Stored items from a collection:

■ ■ ■ ■

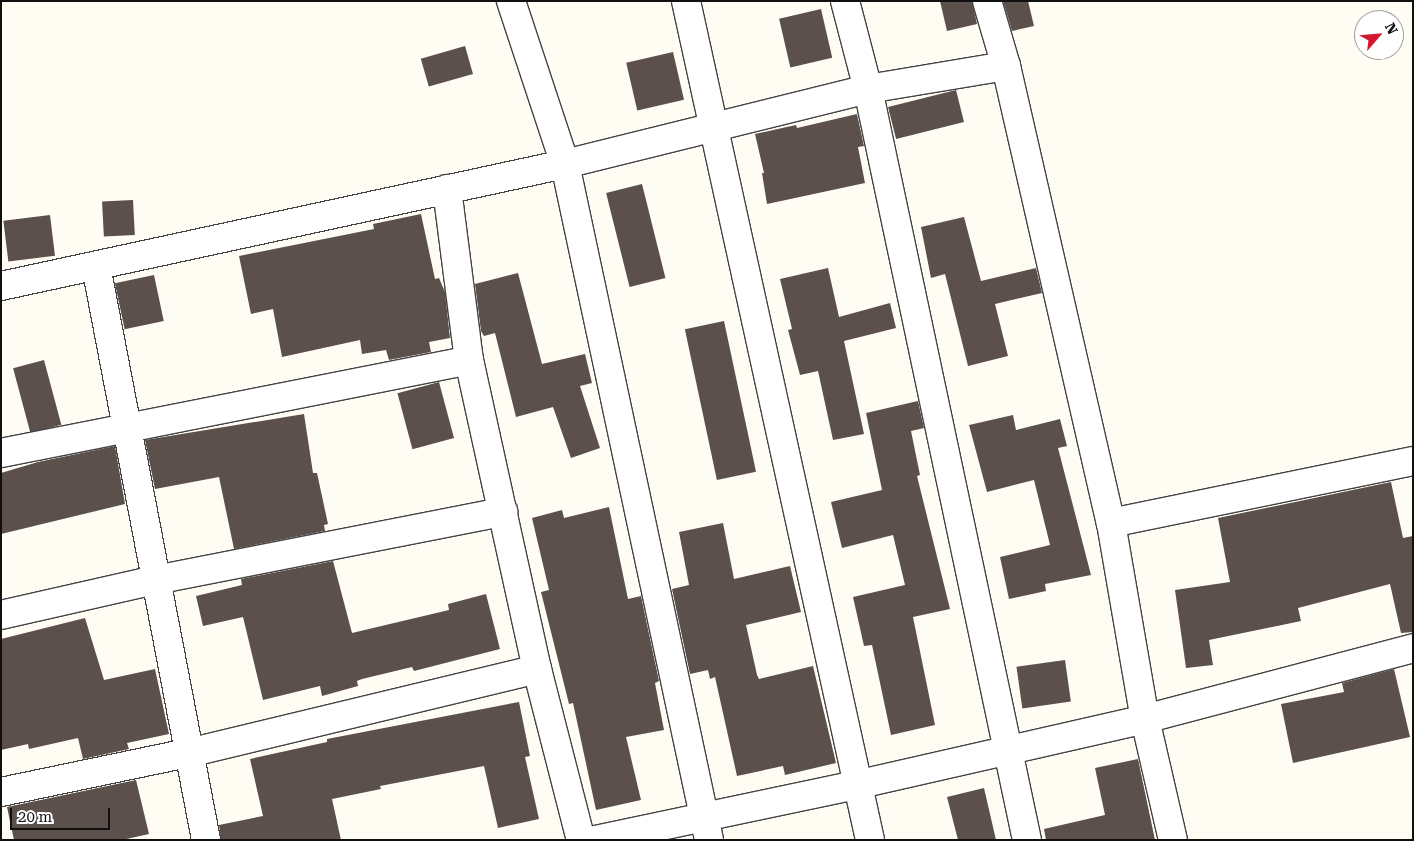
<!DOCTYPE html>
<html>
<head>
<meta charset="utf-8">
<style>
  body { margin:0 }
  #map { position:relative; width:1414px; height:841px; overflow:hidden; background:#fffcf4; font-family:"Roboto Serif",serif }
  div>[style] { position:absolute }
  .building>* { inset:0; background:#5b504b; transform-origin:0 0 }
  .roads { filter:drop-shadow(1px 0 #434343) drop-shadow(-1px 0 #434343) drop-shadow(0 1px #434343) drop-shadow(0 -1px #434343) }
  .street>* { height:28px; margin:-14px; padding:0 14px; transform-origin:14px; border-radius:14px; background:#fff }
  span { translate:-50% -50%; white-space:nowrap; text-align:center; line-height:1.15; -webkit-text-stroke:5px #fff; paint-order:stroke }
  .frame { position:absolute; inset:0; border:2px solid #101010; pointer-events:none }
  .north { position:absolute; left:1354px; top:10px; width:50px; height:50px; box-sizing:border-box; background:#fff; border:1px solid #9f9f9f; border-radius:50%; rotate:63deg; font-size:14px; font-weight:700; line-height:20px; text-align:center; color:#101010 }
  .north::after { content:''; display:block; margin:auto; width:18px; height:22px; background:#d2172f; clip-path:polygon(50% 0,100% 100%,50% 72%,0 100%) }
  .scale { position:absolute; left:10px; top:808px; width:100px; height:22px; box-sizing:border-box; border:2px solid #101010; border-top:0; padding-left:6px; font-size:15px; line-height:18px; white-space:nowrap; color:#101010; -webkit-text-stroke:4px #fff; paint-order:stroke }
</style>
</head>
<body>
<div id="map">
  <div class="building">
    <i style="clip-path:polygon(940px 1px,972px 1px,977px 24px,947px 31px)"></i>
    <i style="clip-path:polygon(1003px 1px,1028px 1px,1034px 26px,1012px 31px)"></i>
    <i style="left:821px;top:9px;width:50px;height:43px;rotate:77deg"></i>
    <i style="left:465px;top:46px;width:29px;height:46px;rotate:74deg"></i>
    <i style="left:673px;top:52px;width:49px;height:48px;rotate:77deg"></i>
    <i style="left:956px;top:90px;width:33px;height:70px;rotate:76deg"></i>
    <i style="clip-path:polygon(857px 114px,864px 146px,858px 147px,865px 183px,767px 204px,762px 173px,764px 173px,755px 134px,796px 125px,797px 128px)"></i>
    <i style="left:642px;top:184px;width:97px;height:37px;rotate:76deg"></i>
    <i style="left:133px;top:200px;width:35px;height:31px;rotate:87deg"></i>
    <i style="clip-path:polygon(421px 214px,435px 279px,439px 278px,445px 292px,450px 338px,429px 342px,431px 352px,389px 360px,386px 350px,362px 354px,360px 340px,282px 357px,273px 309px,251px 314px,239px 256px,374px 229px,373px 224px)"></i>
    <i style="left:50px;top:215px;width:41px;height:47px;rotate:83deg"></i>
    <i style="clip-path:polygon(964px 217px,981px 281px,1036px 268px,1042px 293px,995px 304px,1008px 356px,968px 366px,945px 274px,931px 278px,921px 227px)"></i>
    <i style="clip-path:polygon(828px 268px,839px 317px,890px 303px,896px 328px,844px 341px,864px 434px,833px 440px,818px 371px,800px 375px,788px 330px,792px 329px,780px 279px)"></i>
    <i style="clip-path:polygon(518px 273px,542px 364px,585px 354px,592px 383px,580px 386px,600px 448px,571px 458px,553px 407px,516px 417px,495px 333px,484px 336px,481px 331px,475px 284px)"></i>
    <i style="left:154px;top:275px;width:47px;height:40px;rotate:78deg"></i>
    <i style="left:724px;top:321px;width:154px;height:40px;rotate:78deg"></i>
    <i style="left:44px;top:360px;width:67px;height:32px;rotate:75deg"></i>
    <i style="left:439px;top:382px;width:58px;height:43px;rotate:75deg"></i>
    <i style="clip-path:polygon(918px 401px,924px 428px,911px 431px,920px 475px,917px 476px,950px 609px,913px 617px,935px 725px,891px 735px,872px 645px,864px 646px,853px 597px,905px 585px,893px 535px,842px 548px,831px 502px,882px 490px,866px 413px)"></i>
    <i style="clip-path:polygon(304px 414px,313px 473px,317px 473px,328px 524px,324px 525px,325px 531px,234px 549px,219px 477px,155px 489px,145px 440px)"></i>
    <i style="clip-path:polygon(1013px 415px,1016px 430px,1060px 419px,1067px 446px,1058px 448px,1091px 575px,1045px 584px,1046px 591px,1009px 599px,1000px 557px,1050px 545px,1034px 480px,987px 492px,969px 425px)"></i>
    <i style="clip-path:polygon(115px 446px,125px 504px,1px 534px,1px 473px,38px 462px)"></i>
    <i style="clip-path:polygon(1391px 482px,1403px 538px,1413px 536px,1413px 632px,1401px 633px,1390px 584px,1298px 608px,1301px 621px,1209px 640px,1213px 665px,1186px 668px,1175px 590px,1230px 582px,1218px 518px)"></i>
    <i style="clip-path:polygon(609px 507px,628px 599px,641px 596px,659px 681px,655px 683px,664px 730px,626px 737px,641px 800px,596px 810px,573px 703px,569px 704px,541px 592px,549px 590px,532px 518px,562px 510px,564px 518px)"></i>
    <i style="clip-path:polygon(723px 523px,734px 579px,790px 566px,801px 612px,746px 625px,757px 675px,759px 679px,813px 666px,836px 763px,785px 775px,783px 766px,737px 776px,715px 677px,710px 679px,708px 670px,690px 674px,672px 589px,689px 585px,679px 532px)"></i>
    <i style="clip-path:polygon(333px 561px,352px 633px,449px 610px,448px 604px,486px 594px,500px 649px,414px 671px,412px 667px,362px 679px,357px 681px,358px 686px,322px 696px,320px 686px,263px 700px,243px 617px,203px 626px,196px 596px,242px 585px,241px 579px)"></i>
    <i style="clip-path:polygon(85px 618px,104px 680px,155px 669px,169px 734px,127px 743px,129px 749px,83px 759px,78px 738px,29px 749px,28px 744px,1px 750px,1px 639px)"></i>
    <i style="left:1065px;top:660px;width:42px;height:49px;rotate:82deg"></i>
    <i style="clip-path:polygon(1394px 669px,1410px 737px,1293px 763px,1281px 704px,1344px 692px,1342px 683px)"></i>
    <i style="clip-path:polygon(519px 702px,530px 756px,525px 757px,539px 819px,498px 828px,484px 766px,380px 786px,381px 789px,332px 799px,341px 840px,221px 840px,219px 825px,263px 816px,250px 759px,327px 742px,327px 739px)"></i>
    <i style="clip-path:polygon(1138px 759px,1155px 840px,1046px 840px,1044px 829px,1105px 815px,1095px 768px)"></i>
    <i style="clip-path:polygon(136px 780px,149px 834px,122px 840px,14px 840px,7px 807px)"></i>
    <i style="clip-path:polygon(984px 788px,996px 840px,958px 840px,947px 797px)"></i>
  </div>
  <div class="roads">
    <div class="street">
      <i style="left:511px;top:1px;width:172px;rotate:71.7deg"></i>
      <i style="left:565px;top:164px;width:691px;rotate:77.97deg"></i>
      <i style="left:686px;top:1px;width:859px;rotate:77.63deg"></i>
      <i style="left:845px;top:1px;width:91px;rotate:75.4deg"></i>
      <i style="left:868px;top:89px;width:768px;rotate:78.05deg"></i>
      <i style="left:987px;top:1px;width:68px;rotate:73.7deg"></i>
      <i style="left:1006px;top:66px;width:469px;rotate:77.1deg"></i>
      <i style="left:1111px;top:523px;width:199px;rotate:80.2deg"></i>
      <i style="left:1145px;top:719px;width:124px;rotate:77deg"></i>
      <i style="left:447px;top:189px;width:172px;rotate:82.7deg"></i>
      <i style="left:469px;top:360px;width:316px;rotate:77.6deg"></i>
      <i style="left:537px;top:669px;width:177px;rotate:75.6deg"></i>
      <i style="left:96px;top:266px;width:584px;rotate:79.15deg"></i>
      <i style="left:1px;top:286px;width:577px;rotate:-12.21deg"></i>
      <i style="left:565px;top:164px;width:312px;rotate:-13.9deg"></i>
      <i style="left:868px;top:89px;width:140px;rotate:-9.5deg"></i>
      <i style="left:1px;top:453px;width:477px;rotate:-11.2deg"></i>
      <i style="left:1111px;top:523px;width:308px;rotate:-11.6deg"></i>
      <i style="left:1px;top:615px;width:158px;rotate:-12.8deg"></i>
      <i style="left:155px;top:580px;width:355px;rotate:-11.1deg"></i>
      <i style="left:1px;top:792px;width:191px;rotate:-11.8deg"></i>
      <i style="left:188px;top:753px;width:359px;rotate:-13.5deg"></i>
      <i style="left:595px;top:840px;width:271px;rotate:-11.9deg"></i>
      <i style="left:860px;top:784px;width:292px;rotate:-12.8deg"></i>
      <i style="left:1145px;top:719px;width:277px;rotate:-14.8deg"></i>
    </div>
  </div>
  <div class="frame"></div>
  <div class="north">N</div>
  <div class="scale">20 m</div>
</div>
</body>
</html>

■ ■ ■ ■

Directions: Starting at the line that has "446px,125px 504px,1px 534px,1px" and ending at the line that has "523px,734px 579px,790px 566px,801px", please write out the lines above exactly, leaving out all others.

Solved problem:
    <i style="clip-path:polygon(115px 446px,125px 504px,1px 534px,1px 473px,38px 462px)"></i>
    <i style="clip-path:polygon(1391px 482px,1403px 538px,1413px 536px,1413px 632px,1401px 633px,1390px 584px,1298px 608px,1301px 621px,1209px 640px,1213px 665px,1186px 668px,1175px 590px,1230px 582px,1218px 518px)"></i>
    <i style="clip-path:polygon(609px 507px,628px 599px,641px 596px,659px 681px,655px 683px,664px 730px,626px 737px,641px 800px,596px 810px,573px 703px,569px 704px,541px 592px,549px 590px,532px 518px,562px 510px,564px 518px)"></i>
    <i style="clip-path:polygon(723px 523px,734px 579px,790px 566px,801px 612px,746px 625px,757px 675px,759px 679px,813px 666px,836px 763px,785px 775px,783px 766px,737px 776px,715px 677px,710px 679px,708px 670px,690px 674px,672px 589px,689px 585px,679px 532px)"></i>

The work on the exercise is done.